There was absolutely no reason that Tessa needed to be in this story. They could have brainwashed anyone. Her entire presence felt out of place. Andrew Dabb is the guy you never, ever want to bring back an old character. His tactic is a cliché in television writing, he needs a token death, and by bringing back an old character just to off them that’s supposed to mean something. Except in his case, we’ve been left scratching our heads asking, “Why was this death necessary?” This is the guy that killed Gabriel (still extremely bitter!), Sarah in episode 22 last season (that still makes no sense) and now Tessa. This is a desperate act of a writer who’s forgotten how to write passionate stories. Case in point, remember “Abandon All Hope?” That’s how you kill off a guest character, by making their sacrifice relevant to the overall mytharc. Leave an impact that will sting for years to come. Sorry, my mourning over Tessa lasted about ten seconds.

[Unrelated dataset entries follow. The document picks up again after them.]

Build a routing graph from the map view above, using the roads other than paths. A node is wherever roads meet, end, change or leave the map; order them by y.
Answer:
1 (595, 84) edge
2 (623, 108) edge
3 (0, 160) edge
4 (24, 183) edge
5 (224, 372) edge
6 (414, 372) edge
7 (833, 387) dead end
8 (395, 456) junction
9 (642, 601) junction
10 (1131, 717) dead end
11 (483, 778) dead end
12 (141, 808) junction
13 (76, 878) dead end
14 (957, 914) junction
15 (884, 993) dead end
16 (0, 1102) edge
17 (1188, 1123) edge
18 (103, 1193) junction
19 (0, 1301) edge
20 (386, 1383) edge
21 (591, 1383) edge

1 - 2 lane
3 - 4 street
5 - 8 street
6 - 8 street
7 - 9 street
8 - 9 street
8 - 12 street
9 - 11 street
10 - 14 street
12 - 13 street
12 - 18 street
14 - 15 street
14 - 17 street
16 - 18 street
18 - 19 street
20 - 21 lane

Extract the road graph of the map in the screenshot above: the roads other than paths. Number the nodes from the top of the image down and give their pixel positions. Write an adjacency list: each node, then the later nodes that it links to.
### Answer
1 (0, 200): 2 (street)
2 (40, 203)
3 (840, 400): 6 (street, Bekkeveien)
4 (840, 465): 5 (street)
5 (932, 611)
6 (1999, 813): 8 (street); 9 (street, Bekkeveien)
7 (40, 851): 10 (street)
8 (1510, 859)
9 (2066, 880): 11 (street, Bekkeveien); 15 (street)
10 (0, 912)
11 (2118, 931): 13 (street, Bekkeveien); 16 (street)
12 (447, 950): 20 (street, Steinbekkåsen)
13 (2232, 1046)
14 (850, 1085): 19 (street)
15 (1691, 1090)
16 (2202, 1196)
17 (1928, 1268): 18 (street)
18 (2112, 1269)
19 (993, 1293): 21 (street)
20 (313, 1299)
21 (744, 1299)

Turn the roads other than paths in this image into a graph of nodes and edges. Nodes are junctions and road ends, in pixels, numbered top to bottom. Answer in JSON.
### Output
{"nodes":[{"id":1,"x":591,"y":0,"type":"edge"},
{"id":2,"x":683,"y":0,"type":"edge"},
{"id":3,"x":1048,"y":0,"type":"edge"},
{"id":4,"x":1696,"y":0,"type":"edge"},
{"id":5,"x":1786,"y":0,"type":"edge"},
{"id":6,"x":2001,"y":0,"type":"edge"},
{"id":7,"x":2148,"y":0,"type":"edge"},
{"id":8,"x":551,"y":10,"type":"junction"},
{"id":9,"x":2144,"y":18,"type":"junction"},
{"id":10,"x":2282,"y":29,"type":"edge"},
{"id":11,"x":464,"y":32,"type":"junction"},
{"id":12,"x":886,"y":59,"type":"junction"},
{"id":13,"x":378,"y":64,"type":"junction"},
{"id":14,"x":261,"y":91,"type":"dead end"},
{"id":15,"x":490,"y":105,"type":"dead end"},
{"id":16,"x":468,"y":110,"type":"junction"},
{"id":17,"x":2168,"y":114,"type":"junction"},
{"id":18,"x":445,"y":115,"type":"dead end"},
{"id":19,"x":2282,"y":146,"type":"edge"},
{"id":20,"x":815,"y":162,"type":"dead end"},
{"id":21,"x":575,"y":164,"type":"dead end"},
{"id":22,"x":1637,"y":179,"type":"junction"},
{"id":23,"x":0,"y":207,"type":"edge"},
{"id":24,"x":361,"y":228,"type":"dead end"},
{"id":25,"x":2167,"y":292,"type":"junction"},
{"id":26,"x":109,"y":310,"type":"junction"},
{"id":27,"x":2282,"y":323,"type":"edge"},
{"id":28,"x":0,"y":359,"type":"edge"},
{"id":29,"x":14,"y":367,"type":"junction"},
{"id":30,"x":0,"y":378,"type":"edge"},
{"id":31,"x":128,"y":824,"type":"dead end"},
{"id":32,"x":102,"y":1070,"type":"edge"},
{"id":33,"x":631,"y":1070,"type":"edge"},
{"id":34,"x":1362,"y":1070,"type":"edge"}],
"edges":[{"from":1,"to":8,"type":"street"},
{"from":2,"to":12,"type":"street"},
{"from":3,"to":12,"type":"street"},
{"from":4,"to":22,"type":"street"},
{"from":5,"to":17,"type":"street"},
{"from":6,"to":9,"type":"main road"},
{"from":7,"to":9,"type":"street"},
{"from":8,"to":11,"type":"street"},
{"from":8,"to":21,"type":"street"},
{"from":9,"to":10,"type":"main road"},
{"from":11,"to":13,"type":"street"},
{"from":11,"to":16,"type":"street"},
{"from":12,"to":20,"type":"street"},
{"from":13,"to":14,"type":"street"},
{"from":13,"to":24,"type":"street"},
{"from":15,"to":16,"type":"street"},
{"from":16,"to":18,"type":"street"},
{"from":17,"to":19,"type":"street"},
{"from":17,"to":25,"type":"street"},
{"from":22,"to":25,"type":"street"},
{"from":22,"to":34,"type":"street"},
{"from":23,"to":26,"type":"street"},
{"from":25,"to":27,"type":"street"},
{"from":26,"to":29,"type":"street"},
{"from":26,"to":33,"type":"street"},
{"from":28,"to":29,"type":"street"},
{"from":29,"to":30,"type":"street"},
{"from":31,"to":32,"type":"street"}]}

Before I get to the fascinating story of Dean,let me get my criticisms out of the way with the way they are treating Sam. I have a lot of criticisms (scathing ones) of how Sam’s character has been handled this season, but I’m saving most of that for my traditional “Deeper Look at Sam Winchester” examination that I do at the end of each season. For now, let’s stick with this episode.
It’s episode 22 of the season. This the penultimate episode leading up to the finale. So WHY are Sam and Castiel only NOW having the “Does Dean seem different to you?” discussion? In episode 20 of season four, Dean saw that Sam was off the rails and locked him in the panic room. He had gotten way beyond “Does Sam seem different?” by that point. Why did the writers drag their feet on the whole Mark of Cain thing when Dean got the damn thing in episode 11? Why aren’t they taking that golden nugget of opportunity and running with it in terms of the impact on both brothers? Last season did that for the most part with The Trials. We got to see how much it was hurting Dean as well as Sam. Yes, I know, many of you didn’t like Dean playing nervous mother, but at least we got to see him react to something. Sam isn’t reacting much at all, just storming off to his room and giving us weary glances. Ugh, way to make a beloved character seem like a total selfish dick.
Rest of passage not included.